Exercise goal >>
Without copying any picture, return all lines below exactly.

Data records >>
══════════════════════════════

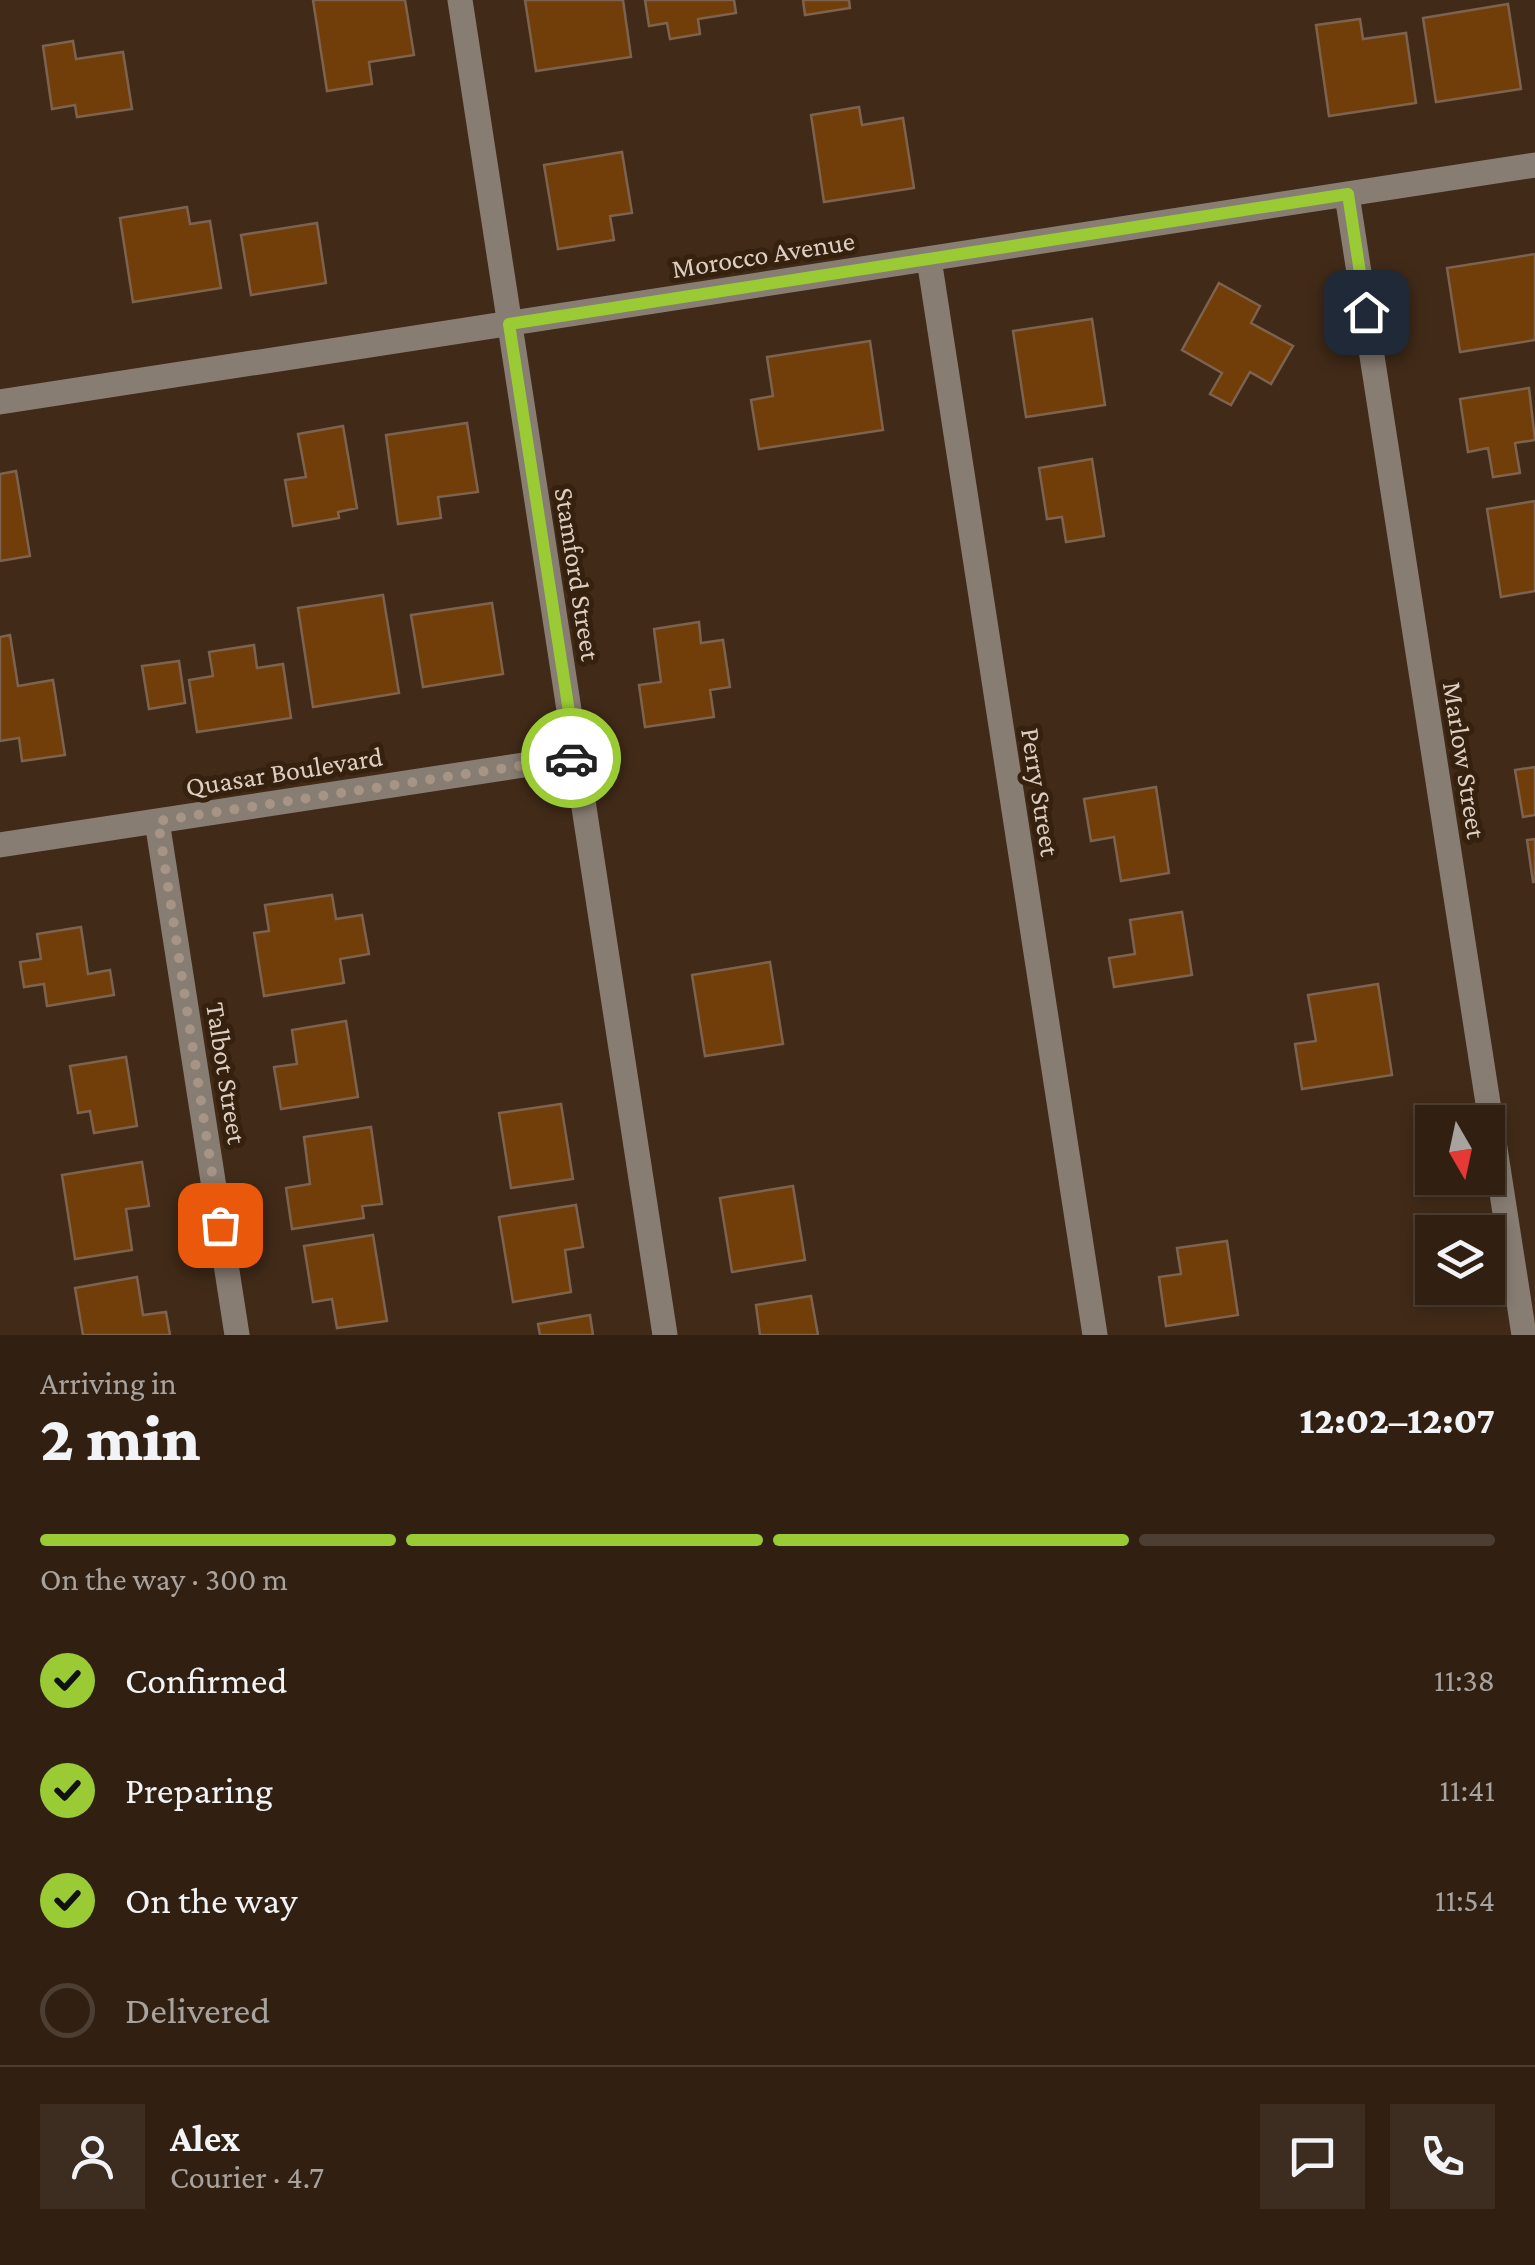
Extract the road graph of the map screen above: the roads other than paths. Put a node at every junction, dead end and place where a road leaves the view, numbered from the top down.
1 (460, 0) edge
2 (1535, 166) edge
3 (1348, 194) junction
4 (928, 259) junction
5 (509, 324) junction
6 (0, 402) edge
7 (576, 757) junction
8 (158, 821) junction
9 (0, 846) edge
10 (236, 1335) edge
11 (666, 1335) edge
12 (1095, 1335) edge
13 (1524, 1335) edge

1 - 5 street, Stamford Street
2 - 3 street, Morocco Avenue
3 - 4 street, Morocco Avenue
3 - 13 street, Marlow Street
4 - 5 street, Morocco Avenue
4 - 12 street, Perry Street
5 - 6 street, Morocco Avenue
5 - 7 street, Stamford Street
7 - 8 street, Quasar Boulevard
7 - 11 street, Stamford Street
8 - 9 street, Quasar Boulevard
8 - 10 street, Talbot Street

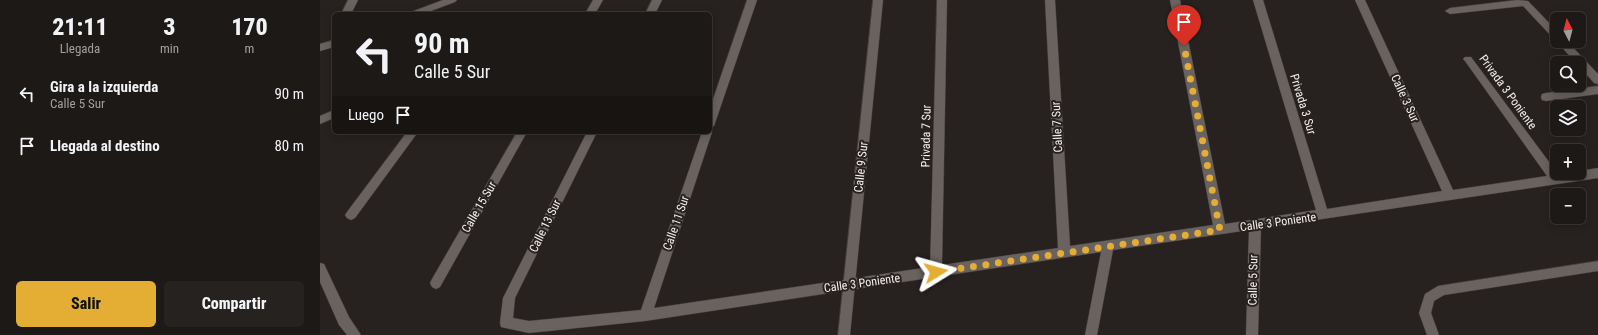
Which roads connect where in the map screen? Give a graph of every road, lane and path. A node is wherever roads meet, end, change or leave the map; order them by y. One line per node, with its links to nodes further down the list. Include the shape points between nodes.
1 (353, 0): 14 (street)
2 (452, 0): 15 (street)
3 (598, 0): 16 (street)
4 (657, 0): 17 (street)
5 (752, 0): 27 (street)
6 (878, 0): 48 (street, Calle 9 Sur)
7 (942, 0): 46 (street, Privada 7 Sur)
8 (1050, 0): 43 (street, Calle 7 Sur)
9 (1175, 0): 41 (street)
10 (1258, 0): 39 (street, Privada 3 Sur)
11 (1360, 0): 37 (street, Calle 3 Sur)
12 (1524, 1): 13 (street); 18 (street)
13 (1450, 11)
14 (347, 12)
15 (419, 12)
16 (591, 12)
17 (651, 12)
18 (1550, 29)
19 (332, 42): 20 (street)
20 (320, 48)
21 (1568, 48): 23 (street)
22 (1468, 59): 33 (street, Privada 3 Poniente)
23 (1598, 80)
24 (1598, 90): 25 (street)
25 (1546, 97)
26 (332, 115): 28 (street)
27 (712, 117)
28 (320, 120)
29 (412, 134): 38 (street)
30 (521, 134): 47 (street, Calle 15 Sur)
31 (591, 134): 50 (street, Calle 13 Sur, via 509,298)
32 (706, 134): 49 (street, Calle 11 Sur)
33 (1550, 172)
34 (1598, 173): 35 (street, Calle 3 Poniente)
35 (1586, 175)
36 (1556, 180): 37 (street, Calle 3 Poniente)
37 (1450, 196): 39 (street, Calle 3 Poniente)
38 (351, 215)
39 (1324, 215): 40 (street, Calle 3 Poniente)
40 (1254, 225): 41 (street, Calle 3 Poniente); 54 (street, Calle 5 Sur)
41 (1220, 230): 42 (street, Calle 3 Poniente)
42 (1108, 247): 43 (street, Calle 3 Poniente); 53 (street)
43 (1064, 253): 46 (street, Calle 3 Poniente)
44 (1598, 266): 55 (street, via 1442,290 1429,298 1425,312)
45 (320, 268): 51 (street, via 344,321)
46 (936, 272): 48 (street, Calle 3 Poniente)
47 (436, 283)
48 (848, 285): 49 (street, Calle 3 Poniente); 52 (street, Calle 9 Sur)
49 (645, 315): 50 (street, Calle 3 Poniente, via 528,327)
50 (506, 323)
51 (355, 335)
52 (844, 335)
53 (1091, 335)
54 (1252, 335)
55 (1433, 335)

══════════════════════════════

Answer space >>
Extract the road graph of the map screen above: the roads other than paths. Put a node at every junction, dead end and place where a road leaves the view, numbered from the top down.
1 (460, 0) edge
2 (1535, 166) edge
3 (1348, 194) junction
4 (928, 259) junction
5 (509, 324) junction
6 (0, 402) edge
7 (576, 757) junction
8 (158, 821) junction
9 (0, 846) edge
10 (236, 1335) edge
11 (666, 1335) edge
12 (1095, 1335) edge
13 (1524, 1335) edge

1 - 5 street, Stamford Street
2 - 3 street, Morocco Avenue
3 - 4 street, Morocco Avenue
3 - 13 street, Marlow Street
4 - 5 street, Morocco Avenue
4 - 12 street, Perry Street
5 - 6 street, Morocco Avenue
5 - 7 street, Stamford Street
7 - 8 street, Quasar Boulevard
7 - 11 street, Stamford Street
8 - 9 street, Quasar Boulevard
8 - 10 street, Talbot Street

Which roads connect where in the map screen? Give a graph of every road, lane and path. A node is wherever roads meet, end, change or leave the map; order them by y. One line per node, with its links to nodes further down the list. Include the shape points between nodes.
1 (353, 0): 14 (street)
2 (452, 0): 15 (street)
3 (598, 0): 16 (street)
4 (657, 0): 17 (street)
5 (752, 0): 27 (street)
6 (878, 0): 48 (street, Calle 9 Sur)
7 (942, 0): 46 (street, Privada 7 Sur)
8 (1050, 0): 43 (street, Calle 7 Sur)
9 (1175, 0): 41 (street)
10 (1258, 0): 39 (street, Privada 3 Sur)
11 (1360, 0): 37 (street, Calle 3 Sur)
12 (1524, 1): 13 (street); 18 (street)
13 (1450, 11)
14 (347, 12)
15 (419, 12)
16 (591, 12)
17 (651, 12)
18 (1550, 29)
19 (332, 42): 20 (street)
20 (320, 48)
21 (1568, 48): 23 (street)
22 (1468, 59): 33 (street, Privada 3 Poniente)
23 (1598, 80)
24 (1598, 90): 25 (street)
25 (1546, 97)
26 (332, 115): 28 (street)
27 (712, 117)
28 (320, 120)
29 (412, 134): 38 (street)
30 (521, 134): 47 (street, Calle 15 Sur)
31 (591, 134): 50 (street, Calle 13 Sur, via 509,298)
32 (706, 134): 49 (street, Calle 11 Sur)
33 (1550, 172)
34 (1598, 173): 35 (street, Calle 3 Poniente)
35 (1586, 175)
36 (1556, 180): 37 (street, Calle 3 Poniente)
37 (1450, 196): 39 (street, Calle 3 Poniente)
38 (351, 215)
39 (1324, 215): 40 (street, Calle 3 Poniente)
40 (1254, 225): 41 (street, Calle 3 Poniente); 54 (street, Calle 5 Sur)
41 (1220, 230): 42 (street, Calle 3 Poniente)
42 (1108, 247): 43 (street, Calle 3 Poniente); 53 (street)
43 (1064, 253): 46 (street, Calle 3 Poniente)
44 (1598, 266): 55 (street, via 1442,290 1429,298 1425,312)
45 (320, 268): 51 (street, via 344,321)
46 (936, 272): 48 (street, Calle 3 Poniente)
47 (436, 283)
48 (848, 285): 49 (street, Calle 3 Poniente); 52 (street, Calle 9 Sur)
49 (645, 315): 50 (street, Calle 3 Poniente, via 528,327)
50 (506, 323)
51 (355, 335)
52 (844, 335)
53 (1091, 335)
54 (1252, 335)
55 (1433, 335)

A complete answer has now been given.